This last photo shows the car coupled next to my earlier scratchbuilt 2nd generation car. I painted and weathered this one to look like it had been "around the block" a few more times than the scratchbuilt version. It's actually weathered a bit more than I had planned on, but I won't argue too much. 

Later, 

K


----------



## Dwight Ennis (Jan 2, 2008)

Looks great Kevin! Very nice job!


----------



## david bunn (Jan 4, 2008)

Very nice Kevin, especially the heavier weathering. 
Regards 
Bunny


----------



## Terl (Jan 2, 2008)

Very good job. Looks the same to me. 

Terl


----------



## peter bunce (Dec 29, 2007)

H Kevin, 

Very nice, I like the weathering and the two together look good, don't worry about the heavy weathering -its has been out more! Variety is the spice of life. 

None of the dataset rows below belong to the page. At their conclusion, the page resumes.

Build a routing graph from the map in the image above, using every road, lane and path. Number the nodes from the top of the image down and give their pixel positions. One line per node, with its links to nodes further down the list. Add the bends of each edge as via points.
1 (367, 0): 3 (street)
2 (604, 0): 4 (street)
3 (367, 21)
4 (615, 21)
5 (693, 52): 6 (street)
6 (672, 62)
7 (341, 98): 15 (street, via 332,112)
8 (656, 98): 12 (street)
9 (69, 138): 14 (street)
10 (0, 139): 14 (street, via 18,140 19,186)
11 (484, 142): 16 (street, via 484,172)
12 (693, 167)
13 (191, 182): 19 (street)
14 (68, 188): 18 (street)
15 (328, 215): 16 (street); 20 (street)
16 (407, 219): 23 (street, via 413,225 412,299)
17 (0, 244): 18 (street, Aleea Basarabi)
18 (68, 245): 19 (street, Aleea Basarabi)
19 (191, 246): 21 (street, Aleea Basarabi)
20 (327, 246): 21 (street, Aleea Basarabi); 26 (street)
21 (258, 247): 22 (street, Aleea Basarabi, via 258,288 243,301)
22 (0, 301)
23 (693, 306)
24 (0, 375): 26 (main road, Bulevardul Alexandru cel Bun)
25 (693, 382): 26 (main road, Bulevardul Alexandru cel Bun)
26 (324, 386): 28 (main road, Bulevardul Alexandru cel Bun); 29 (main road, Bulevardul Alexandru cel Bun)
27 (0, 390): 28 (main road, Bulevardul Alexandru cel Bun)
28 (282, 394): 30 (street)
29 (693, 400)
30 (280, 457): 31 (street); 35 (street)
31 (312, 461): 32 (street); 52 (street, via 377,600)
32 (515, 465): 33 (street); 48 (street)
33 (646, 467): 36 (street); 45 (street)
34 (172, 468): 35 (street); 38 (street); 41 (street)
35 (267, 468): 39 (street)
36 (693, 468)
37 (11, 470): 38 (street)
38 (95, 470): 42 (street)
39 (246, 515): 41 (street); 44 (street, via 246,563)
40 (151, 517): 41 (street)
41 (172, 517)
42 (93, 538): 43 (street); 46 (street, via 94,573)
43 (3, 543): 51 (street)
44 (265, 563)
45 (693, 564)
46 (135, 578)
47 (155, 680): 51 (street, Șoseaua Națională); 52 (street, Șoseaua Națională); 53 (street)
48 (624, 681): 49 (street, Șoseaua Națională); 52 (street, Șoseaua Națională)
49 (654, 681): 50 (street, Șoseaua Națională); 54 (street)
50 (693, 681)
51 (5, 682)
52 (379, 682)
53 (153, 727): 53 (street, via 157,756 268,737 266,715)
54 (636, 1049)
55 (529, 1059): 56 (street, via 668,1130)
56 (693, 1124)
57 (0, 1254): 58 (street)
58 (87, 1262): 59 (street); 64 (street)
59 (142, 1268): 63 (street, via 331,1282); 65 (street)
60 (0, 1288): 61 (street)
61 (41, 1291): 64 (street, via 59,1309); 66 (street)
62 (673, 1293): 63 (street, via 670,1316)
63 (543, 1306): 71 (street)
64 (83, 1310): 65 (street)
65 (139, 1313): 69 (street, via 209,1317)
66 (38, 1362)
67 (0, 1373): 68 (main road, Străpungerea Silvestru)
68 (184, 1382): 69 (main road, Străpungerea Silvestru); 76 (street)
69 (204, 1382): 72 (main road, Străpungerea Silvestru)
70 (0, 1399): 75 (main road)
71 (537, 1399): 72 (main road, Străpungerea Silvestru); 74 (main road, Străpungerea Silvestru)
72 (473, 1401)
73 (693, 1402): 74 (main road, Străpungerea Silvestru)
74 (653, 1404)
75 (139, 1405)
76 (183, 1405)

A quick point; are the shafts for the brake wheels a bit short, those brake men are going to have very short legs! 

Or did the devils slip down when you weren't looking whilst taking the photos!


----------



## Madstang (Jan 4, 2008)

Super job...as always! 

Bubba


----------



## NTCGRR (Jan 2, 2008)

I think he should write articals for GRYs.


----------



## East Broad Top (Dec 29, 2007)

Peter, there was a lower platform for the brakeman to stand on, around 3' below the brakewheel. 










Later, 

K


----------



## Stan Cedarleaf (Jan 2, 2008)

Very nicely done, Kevin. The added detail sure makes a wonderful difference. Super....


----------